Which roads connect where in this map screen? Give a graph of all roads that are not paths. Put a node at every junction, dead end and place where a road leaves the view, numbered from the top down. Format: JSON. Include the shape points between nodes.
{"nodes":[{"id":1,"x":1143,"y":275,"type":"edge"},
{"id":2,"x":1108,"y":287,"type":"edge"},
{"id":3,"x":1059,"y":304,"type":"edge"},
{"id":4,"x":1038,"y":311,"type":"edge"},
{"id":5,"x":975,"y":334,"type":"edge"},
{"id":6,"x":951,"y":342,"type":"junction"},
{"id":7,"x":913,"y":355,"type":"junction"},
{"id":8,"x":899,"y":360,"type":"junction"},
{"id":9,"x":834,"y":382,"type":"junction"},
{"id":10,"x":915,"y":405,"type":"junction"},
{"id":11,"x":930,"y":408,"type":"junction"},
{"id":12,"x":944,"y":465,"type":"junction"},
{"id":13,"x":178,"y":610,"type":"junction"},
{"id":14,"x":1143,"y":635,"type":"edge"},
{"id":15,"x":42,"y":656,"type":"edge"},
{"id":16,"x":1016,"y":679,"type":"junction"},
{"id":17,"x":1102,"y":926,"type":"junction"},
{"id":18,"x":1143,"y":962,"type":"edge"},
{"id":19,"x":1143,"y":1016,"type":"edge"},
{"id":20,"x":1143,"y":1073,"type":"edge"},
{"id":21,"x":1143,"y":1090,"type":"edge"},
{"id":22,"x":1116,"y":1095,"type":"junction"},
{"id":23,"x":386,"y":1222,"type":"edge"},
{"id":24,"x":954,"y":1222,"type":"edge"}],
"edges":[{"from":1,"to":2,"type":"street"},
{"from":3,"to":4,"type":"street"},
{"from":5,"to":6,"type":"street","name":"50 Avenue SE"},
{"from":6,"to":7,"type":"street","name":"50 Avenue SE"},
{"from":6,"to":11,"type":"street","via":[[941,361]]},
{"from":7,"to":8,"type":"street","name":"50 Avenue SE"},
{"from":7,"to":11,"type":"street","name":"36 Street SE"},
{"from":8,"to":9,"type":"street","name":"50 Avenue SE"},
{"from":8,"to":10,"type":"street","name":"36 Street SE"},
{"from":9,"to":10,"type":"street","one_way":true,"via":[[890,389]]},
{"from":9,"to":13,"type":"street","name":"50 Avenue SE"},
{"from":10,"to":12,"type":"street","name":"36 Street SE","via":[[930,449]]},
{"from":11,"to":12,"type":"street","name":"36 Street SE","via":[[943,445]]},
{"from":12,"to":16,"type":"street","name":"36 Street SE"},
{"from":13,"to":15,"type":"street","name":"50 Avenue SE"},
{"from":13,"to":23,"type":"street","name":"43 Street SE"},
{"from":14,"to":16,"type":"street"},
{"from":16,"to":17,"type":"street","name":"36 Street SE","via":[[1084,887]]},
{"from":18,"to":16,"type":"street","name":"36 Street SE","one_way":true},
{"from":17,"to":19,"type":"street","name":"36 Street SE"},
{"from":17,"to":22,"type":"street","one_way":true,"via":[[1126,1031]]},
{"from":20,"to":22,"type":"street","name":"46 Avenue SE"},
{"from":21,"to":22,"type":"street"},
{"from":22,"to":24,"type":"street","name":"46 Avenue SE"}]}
# # # # #
:: Exercise instructions ::
What you give back should be the full listing, copied exactly.

:: Task result ::
Which roads connect where in this map screen? Give a graph of all roads that are not paths. Put a node at every junction, dead end and place where a road leaves the view, numbered from the top down. Format: JSON. Include the shape points between nodes.
{"nodes":[{"id":1,"x":1143,"y":275,"type":"edge"},
{"id":2,"x":1108,"y":287,"type":"edge"},
{"id":3,"x":1059,"y":304,"type":"edge"},
{"id":4,"x":1038,"y":311,"type":"edge"},
{"id":5,"x":975,"y":334,"type":"edge"},
{"id":6,"x":951,"y":342,"type":"junction"},
{"id":7,"x":913,"y":355,"type":"junction"},
{"id":8,"x":899,"y":360,"type":"junction"},
{"id":9,"x":834,"y":382,"type":"junction"},
{"id":10,"x":915,"y":405,"type":"junction"},
{"id":11,"x":930,"y":408,"type":"junction"},
{"id":12,"x":944,"y":465,"type":"junction"},
{"id":13,"x":178,"y":610,"type":"junction"},
{"id":14,"x":1143,"y":635,"type":"edge"},
{"id":15,"x":42,"y":656,"type":"edge"},
{"id":16,"x":1016,"y":679,"type":"junction"},
{"id":17,"x":1102,"y":926,"type":"junction"},
{"id":18,"x":1143,"y":962,"type":"edge"},
{"id":19,"x":1143,"y":1016,"type":"edge"},
{"id":20,"x":1143,"y":1073,"type":"edge"},
{"id":21,"x":1143,"y":1090,"type":"edge"},
{"id":22,"x":1116,"y":1095,"type":"junction"},
{"id":23,"x":386,"y":1222,"type":"edge"},
{"id":24,"x":954,"y":1222,"type":"edge"}],
"edges":[{"from":1,"to":2,"type":"street"},
{"from":3,"to":4,"type":"street"},
{"from":5,"to":6,"type":"street","name":"50 Avenue SE"},
{"from":6,"to":7,"type":"street","name":"50 Avenue SE"},
{"from":6,"to":11,"type":"street","via":[[941,361]]},
{"from":7,"to":8,"type":"street","name":"50 Avenue SE"},
{"from":7,"to":11,"type":"street","name":"36 Street SE"},
{"from":8,"to":9,"type":"street","name":"50 Avenue SE"},
{"from":8,"to":10,"type":"street","name":"36 Street SE"},
{"from":9,"to":10,"type":"street","one_way":true,"via":[[890,389]]},
{"from":9,"to":13,"type":"street","name":"50 Avenue SE"},
{"from":10,"to":12,"type":"street","name":"36 Street SE","via":[[930,449]]},
{"from":11,"to":12,"type":"street","name":"36 Street SE","via":[[943,445]]},
{"from":12,"to":16,"type":"street","name":"36 Street SE"},
{"from":13,"to":15,"type":"street","name":"50 Avenue SE"},
{"from":13,"to":23,"type":"street","name":"43 Street SE"},
{"from":14,"to":16,"type":"street"},
{"from":16,"to":17,"type":"street","name":"36 Street SE","via":[[1084,887]]},
{"from":18,"to":16,"type":"street","name":"36 Street SE","one_way":true},
{"from":17,"to":19,"type":"street","name":"36 Street SE"},
{"from":17,"to":22,"type":"street","one_way":true,"via":[[1126,1031]]},
{"from":20,"to":22,"type":"street","name":"46 Avenue SE"},
{"from":21,"to":22,"type":"street"},
{"from":22,"to":24,"type":"street","name":"46 Avenue SE"}]}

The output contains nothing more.